Se da la circunstancia de que esta cooperación coincidía con los tres lustros en los que, desde 1975 hasta 1990, se registraron unos cambios trascendentales en España y en la mayoría de los países latinoamericanos, con el fin de sus dictaduras y el principio de la normalidad democrática. Había entonces un clima propicio para la rica transferencia de ideas junto con una conciencia instintiva permanecer a un mismo mundo. Hoy ya no.
Con las transferencias, la COPT abordó resueltamente, desde una nueva cultura urbanística, muchos de los problemas candentes que nos había dejado el brutal modelo de desarrollo anterior. Concretamente, cómo rehabilitar los barrios históricos degradados y cómo garantizar el derecho a la permanencia en ellos de la población autóctona. Luego todas estas cuestiones formarían parte de la normal agenda de las administraciones autonómicas, pero a principios de los 80 aquellas se estaban abordando por primera vez, desde unas instancias político-administrativas que se estrenaban tanto en sus competencias como en el ejercicio de las libertades. Hay que decir a este respecto que, en la esfera autonómica y desde el marco de la Constitución, nuestro país se dotó, en vivienda y en rehabilitación urbana, de un arsenal legislativo impresionante que permitía afrontar, desde la seguridad jurídica y con la movilización de recursos financieros, problemas que hasta el momento eran inabordables.

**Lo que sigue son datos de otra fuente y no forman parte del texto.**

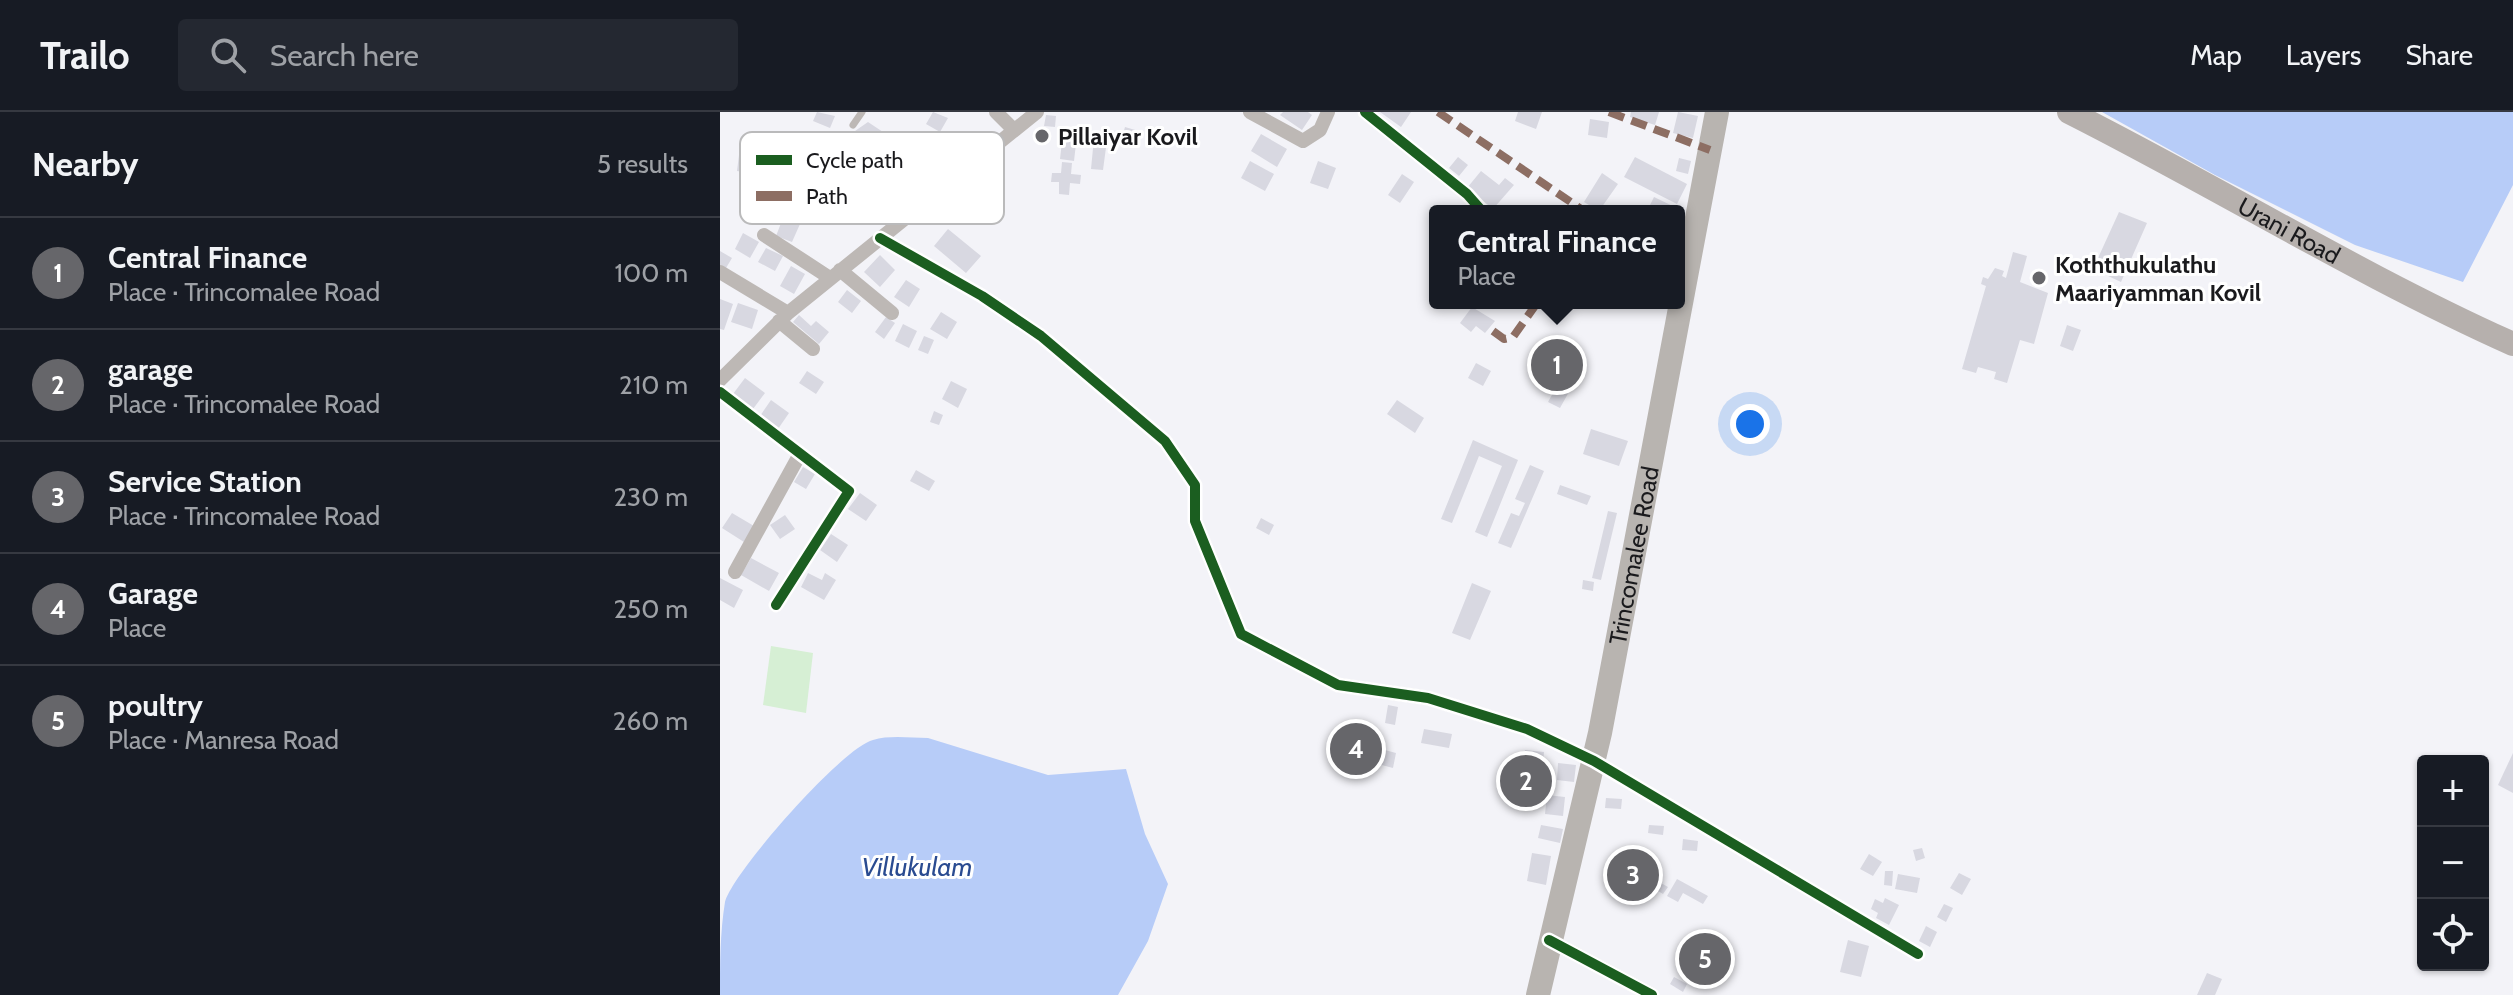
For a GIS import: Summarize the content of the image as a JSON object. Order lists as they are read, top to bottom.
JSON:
{
  "streets": {
    "highway": ["Trincomalee Road"],
    "main road": ["Urani Road"]
  },
  "water": ["Villukulam"],
  "places": ["Pillaiyar Kovil", "Koththukulathu Maariyamman Kovil"],
  "legend": ["Cycle path", "Path"],
  "page": {
    "header": "Trailo",
    "search": "Search here",
    "nav": ["Map", "Layers", "Share"],
    "heading": ["Nearby", "5 results"],
    "popup": ["Central Finance", "Place"],
    "list": [
      {
        "mark": "1",
        "name": "Central Finance",
        "note": "Place · Trincomalee Road",
        "value": "100 m"
      },
      {
        "mark": "2",
        "name": "garage",
        "note": "Place · Trincomalee Road",
        "value": "210 m"
      },
      {
        "mark": "3",
        "name": "Service Station",
        "note": "Place · Trincomalee Road",
        "value": "230 m"
      },
      {
        "mark": "4",
        "name": "Garage",
        "note": "Place",
        "value": "250 m"
      },
      {
        "mark": "5",
        "name": "poultry",
        "note": "Place · Manresa Road",
        "value": "260 m"
      }
    ],
    "pins": [
      "1",
      "4",
      "2",
      "3",
      "5"
    ],
    "map_buttons": ["+", "−"]
  }
}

Y fue precisamente esa acumulación de experiencias lo que suscitó el máximo interés de los países iberoamericanos por establecer una cooperación con Andalucía, pues, junto con las islas Canarias, era quizás la región de Europa con una idiosincrasia más afín. La cooperación con Iberoamérica se abría así a otros caminos más realistas y efectivos que los de la habitual retórica de las relaciones con la madre patria. Desde la Junta, el consejero Jaime Montaner, el director general José Ramón Moreno y el coordinador Luis González Tamarit, al frente de un animoso equipo de urbanistas andaluces asignados a cada país, lograron tejer una red profesional entre Andalucía y Argentina, Chile, Cuba, Ecuador, México, Uruguay… a la que posteriormente se unieron otros países, además de Marruecos, llegando a congregar a las mayores cabezas pensantes de la arquitectura y el urbanismo de todo el continente, y siempre con el infatigable apoyo de esa descomunal referencia de la cultura latinoamericana que es el arquitecto argentino Ramón Gutiérrez.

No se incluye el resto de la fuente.